朝日 当初からリリース時期を伸ばしてはいますが、それでも泣く泣く削った機能もたくさんあります。いいねを押したときにプルっとして気持ち良いといったアプリ独自の体験や、TwitterやFacebookのようにいいねを押すとすぐにUIのフィードバックが返ってくるなどの機能は早く実装したいですね。アプリでは、ウェブとは違う即時性や気持ちよさに、今後もこだわっていきたいと思っています。
そのうえでYOUTRUSTアプリとしてのいちばんの理想は、ふとした瞬間にアプリを開いて見てしまうといった状態を作ること。TwitterやInstagramのように、暇なときに「とりあえずYOUTRUST見よう」と思ってもらうようにしたい。それがアプリを作った意味にもなると思っています。

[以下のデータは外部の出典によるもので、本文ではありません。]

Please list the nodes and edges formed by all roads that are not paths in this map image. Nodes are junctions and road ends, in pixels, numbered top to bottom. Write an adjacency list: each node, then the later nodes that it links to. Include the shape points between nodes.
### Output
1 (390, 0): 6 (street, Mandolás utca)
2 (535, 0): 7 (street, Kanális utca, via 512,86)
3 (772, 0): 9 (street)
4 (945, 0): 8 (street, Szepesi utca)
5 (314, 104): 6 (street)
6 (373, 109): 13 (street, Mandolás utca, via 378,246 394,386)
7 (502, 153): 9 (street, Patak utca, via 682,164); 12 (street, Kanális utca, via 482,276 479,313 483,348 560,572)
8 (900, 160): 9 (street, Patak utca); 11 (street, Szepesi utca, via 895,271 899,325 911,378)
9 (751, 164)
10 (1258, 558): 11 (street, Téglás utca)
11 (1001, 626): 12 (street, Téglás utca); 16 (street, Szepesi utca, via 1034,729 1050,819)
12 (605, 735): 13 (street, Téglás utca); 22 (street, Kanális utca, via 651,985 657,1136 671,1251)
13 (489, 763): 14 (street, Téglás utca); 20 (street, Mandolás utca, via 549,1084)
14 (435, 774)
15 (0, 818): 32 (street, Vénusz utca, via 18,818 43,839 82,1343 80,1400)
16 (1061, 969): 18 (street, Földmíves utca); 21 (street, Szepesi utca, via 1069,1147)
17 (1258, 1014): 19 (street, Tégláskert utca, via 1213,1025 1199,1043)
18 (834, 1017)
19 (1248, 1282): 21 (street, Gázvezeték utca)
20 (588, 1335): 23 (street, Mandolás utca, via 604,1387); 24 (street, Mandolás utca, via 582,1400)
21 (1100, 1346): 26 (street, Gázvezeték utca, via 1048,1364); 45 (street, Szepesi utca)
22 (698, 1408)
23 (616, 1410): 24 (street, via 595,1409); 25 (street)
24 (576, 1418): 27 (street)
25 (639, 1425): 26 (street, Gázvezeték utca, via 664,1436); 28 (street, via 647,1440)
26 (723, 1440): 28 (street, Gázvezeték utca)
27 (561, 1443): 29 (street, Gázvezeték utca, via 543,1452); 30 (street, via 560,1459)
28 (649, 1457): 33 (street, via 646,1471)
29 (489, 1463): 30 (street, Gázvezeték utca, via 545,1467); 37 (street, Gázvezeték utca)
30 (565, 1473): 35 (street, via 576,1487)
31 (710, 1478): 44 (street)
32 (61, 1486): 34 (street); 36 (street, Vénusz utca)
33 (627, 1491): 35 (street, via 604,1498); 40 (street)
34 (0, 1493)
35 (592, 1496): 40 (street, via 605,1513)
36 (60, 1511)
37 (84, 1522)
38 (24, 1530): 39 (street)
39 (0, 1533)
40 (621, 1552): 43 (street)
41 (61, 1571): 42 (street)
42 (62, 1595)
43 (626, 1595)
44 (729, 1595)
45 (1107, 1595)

――今後YOUTRUSTを通じて実現したい世界やビジョンについてお聞かせください。
岩崎 実現したいのは、私たちのミッションでもある「信頼される人が報われる転職市場」にすることです。
いままでの転職市場は、偏差値主義的な部分が多かった気がします。どこの大学を卒業したか、どの会社で働いていたかで、転職先の6~7割が決まっていた印象です。ですがそうでなくても、一緒に働いている人からとても信頼されていて、またこの人と一緒に仕事がしたいと思ってもらえる人はたくさんいるんですよね。
以前まではあまり見えてこなかった信頼情報のようなものを可視化することで、偏差値至上主義だと報われなかった、もしくは報われていたとしてもさらにフィットした仕事があるということを知ってもらえたらと思っています。
飲み屋などオフラインの場をイメージしてみると、「あの人めちゃくちゃ仕事できるよね」とか、「あの人にはもうお願いしないかも……」といった人間くさいやりとりは当然のように行われていました。いままではそれがインターネット上になかったので、学歴や経歴をもとに意思決定をしてきましたが、今後はそんな人間くさい温度感を乗せることもできるはずだし、そういったものが求められる時代に入ってきたと思います。世の中全体としても「経歴よりもリファレンスがほしい」といった風潮もありますよね。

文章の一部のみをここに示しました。